> _WHAT YOU WILL DO_: Within the entries below, find each line containing the word "roads" and copy it.

[MATERIAL PROVIDED Boundary: Start]

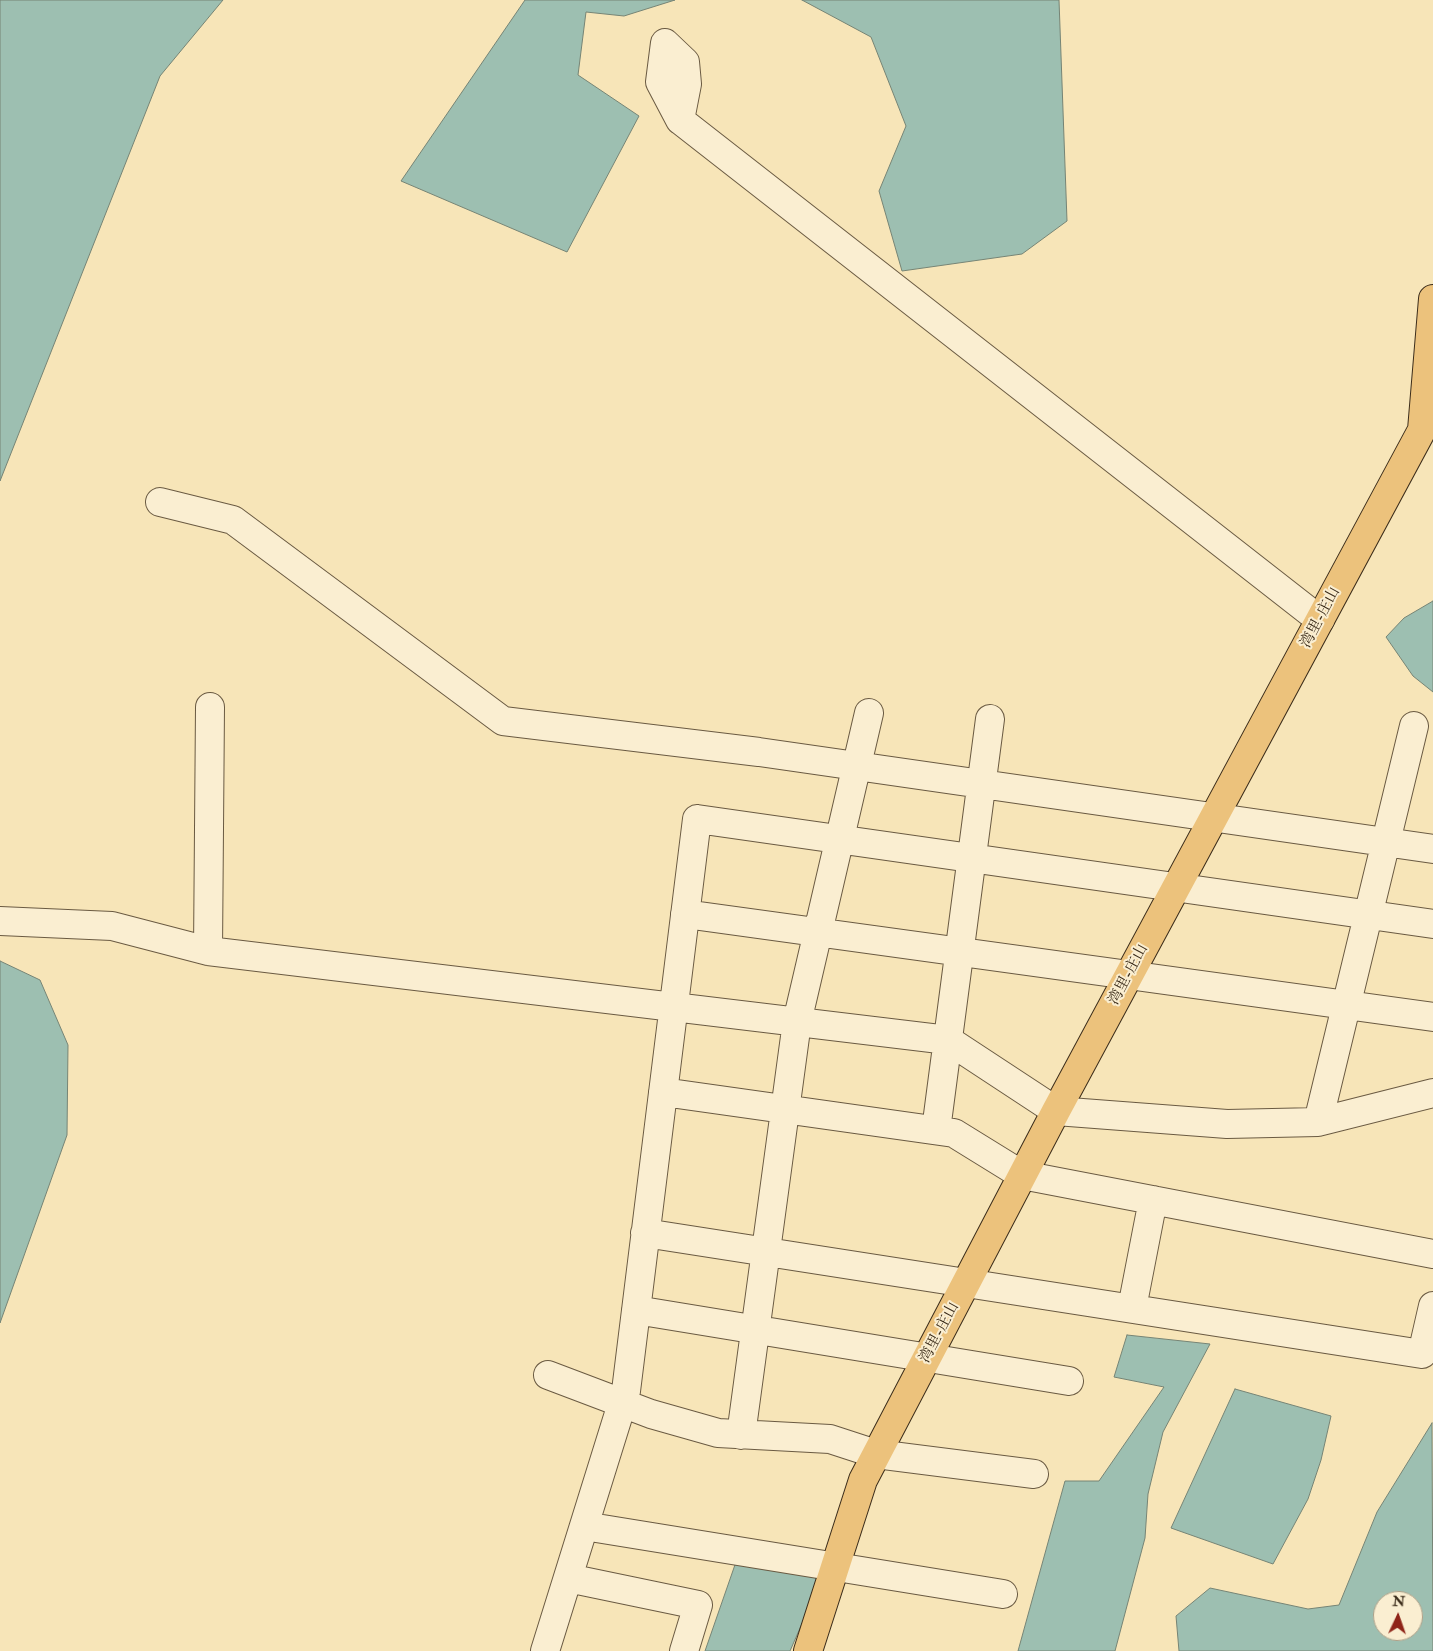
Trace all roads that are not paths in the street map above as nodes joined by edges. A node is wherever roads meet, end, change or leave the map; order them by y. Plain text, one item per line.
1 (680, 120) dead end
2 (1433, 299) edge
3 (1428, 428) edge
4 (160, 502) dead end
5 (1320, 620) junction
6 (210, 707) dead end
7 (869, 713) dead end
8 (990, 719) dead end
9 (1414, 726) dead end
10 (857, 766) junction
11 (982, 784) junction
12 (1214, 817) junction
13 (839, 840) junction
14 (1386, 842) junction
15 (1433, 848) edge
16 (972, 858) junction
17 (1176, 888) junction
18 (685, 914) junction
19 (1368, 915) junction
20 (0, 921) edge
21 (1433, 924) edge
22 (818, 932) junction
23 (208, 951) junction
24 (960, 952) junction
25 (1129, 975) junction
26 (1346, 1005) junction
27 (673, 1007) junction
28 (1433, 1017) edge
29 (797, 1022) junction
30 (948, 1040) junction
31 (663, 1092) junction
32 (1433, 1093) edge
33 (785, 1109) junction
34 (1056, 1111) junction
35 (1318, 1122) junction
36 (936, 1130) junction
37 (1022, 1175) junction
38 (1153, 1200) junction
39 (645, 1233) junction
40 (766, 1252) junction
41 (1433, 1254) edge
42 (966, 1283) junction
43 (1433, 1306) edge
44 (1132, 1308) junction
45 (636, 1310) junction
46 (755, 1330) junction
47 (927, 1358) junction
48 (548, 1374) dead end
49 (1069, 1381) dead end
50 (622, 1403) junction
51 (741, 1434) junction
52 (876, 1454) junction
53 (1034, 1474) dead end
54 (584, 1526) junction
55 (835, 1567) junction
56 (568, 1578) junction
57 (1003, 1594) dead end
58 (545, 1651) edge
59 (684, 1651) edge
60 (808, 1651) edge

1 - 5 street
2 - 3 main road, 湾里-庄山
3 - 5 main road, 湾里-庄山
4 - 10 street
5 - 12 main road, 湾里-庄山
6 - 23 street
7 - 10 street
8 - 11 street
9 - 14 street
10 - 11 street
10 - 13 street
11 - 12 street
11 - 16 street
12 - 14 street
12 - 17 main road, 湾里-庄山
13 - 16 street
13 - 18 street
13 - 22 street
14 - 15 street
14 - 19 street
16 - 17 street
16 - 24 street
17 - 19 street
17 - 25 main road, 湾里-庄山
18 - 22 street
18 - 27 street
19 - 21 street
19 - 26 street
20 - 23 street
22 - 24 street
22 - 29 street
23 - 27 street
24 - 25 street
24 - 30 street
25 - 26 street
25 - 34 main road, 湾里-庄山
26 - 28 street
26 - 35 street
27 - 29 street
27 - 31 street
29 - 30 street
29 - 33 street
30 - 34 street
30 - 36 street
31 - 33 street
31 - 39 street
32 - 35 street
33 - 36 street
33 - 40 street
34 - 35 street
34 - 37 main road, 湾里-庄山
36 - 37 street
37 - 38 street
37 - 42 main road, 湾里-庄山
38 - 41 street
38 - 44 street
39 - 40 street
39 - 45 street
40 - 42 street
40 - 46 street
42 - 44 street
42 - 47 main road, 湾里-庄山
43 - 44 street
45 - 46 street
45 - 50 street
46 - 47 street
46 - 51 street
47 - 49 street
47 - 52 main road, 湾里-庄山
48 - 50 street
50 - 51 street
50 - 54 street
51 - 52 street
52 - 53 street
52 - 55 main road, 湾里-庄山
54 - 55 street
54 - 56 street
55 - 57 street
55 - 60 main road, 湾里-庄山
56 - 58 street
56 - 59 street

[MATERIAL PROVIDED Boundary: End]
[MATERIAL PROVIDED Boundary: Start]

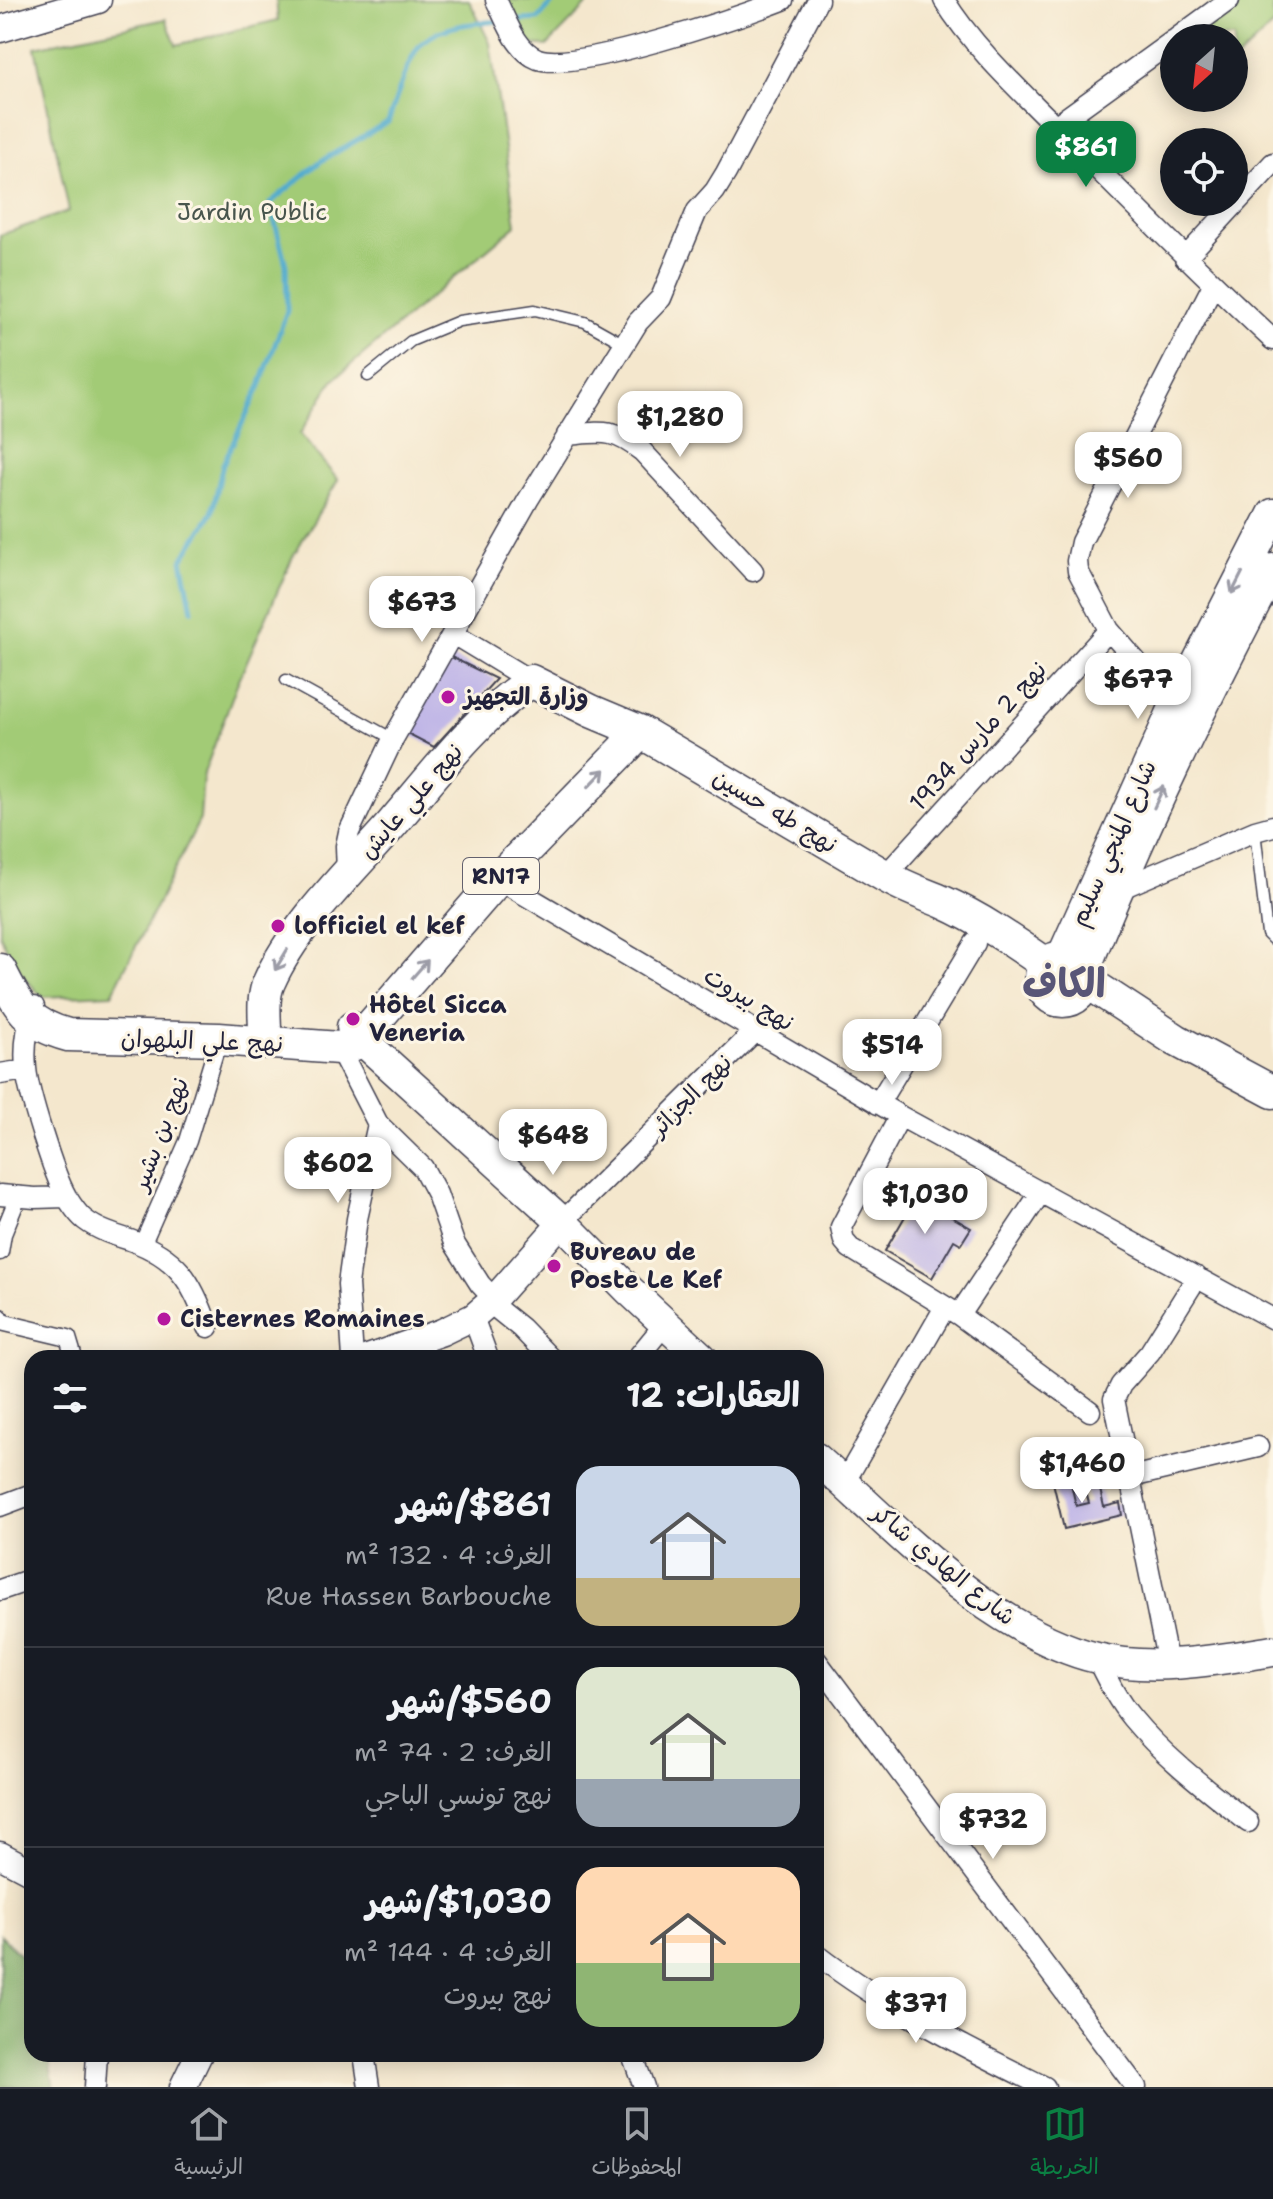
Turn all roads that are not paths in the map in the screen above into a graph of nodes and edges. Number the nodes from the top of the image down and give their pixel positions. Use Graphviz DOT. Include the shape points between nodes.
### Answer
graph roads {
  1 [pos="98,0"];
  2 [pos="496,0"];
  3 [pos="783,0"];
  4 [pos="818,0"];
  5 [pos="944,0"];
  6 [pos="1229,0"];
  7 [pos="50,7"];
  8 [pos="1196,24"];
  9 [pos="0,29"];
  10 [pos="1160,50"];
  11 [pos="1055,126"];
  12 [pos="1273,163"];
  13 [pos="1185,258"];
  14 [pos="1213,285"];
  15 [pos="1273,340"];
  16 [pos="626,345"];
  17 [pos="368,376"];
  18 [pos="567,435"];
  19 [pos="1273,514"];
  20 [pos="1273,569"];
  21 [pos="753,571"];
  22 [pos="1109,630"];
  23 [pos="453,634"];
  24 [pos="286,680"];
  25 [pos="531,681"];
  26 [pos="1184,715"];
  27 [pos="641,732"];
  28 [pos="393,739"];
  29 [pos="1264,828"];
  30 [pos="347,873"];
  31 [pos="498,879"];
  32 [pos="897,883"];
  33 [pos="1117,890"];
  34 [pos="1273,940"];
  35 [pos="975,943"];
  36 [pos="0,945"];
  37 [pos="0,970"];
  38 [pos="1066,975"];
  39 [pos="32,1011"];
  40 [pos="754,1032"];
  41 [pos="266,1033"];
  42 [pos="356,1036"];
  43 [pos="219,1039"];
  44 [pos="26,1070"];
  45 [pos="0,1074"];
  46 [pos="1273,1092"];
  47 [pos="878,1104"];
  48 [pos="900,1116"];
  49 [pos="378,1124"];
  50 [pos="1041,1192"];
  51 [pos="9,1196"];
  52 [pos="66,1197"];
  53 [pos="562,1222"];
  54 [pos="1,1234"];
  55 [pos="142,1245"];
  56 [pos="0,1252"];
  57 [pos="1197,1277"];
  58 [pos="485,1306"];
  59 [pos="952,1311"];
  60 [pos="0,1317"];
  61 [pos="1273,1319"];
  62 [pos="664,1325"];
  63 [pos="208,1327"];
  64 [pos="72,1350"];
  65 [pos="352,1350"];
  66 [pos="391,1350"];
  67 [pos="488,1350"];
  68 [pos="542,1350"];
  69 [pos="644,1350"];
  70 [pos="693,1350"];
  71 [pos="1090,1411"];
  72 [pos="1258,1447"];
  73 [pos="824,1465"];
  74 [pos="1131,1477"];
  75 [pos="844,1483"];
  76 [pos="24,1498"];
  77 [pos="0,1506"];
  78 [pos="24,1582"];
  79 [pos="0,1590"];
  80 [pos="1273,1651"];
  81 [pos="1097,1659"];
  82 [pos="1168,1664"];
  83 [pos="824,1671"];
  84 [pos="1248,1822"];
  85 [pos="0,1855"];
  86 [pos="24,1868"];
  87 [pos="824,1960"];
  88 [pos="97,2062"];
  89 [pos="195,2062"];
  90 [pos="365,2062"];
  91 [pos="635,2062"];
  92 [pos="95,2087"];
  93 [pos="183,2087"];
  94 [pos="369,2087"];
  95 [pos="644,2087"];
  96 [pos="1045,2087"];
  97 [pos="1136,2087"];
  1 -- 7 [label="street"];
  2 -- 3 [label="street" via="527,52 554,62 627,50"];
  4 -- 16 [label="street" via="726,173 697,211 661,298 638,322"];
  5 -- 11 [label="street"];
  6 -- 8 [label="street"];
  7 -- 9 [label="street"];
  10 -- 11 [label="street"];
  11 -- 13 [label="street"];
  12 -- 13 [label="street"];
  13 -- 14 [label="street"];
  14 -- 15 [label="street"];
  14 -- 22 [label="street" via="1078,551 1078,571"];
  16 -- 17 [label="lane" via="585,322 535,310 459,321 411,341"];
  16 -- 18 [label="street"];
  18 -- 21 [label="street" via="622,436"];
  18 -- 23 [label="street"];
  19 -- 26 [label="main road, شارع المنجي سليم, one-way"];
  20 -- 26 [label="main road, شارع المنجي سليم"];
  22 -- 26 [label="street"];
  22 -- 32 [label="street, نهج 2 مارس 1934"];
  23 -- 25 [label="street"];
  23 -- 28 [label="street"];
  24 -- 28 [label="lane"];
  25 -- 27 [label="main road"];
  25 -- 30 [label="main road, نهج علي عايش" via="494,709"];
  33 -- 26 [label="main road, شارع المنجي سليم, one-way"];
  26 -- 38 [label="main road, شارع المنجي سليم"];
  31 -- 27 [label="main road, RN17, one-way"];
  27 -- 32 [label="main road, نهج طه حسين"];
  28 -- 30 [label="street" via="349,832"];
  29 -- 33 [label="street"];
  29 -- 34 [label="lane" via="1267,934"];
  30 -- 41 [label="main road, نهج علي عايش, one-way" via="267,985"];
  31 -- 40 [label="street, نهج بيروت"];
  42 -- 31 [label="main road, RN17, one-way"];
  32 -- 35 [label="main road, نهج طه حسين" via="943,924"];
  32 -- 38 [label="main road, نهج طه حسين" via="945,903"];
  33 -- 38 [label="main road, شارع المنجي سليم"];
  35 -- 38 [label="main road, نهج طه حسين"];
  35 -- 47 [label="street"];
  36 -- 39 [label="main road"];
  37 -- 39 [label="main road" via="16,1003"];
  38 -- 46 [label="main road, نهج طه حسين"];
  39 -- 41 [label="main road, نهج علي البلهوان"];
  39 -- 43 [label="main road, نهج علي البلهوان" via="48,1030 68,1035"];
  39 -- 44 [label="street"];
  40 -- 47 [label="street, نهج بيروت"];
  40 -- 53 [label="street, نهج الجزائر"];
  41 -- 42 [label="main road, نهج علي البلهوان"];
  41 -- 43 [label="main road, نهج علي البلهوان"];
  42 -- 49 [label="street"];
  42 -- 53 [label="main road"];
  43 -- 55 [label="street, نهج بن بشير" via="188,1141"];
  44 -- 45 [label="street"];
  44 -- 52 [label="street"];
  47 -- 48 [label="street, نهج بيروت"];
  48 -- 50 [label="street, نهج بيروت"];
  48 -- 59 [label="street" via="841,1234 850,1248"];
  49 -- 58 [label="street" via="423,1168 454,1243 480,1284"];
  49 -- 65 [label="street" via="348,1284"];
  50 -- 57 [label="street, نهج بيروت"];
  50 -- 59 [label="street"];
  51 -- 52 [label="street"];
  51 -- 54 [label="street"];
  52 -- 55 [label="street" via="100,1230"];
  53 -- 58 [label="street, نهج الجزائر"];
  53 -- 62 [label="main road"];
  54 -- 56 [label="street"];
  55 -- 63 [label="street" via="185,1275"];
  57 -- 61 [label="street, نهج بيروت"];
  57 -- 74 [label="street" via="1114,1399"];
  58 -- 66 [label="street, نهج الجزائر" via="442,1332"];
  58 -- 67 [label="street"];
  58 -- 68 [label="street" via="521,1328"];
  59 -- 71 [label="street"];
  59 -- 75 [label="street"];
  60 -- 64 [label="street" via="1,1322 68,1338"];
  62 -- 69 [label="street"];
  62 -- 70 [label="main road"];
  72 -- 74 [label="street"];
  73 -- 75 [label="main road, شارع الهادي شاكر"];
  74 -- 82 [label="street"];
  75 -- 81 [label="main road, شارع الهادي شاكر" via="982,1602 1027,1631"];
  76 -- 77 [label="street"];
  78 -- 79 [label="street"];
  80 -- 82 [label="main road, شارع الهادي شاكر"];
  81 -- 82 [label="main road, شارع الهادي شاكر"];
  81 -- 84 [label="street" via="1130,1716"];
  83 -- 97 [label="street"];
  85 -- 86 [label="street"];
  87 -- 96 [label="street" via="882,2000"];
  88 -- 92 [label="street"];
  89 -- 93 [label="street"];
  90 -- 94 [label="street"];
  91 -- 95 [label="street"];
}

[MATERIAL PROVIDED Boundary: End]

> _OUTPUT_:
Trace all roads that are not paths in the street map above as nodes joined by edges. A node is wherever roads meet, end, change or leave the map; order them by y. Plain text, one item per line.
Turn all roads that are not paths in the map in the screen above into a graph of nodes and edges. Number the nodes from the top of the image down and give their pixel positions. Use Graphviz DOT. Include the shape points between nodes.
graph roads {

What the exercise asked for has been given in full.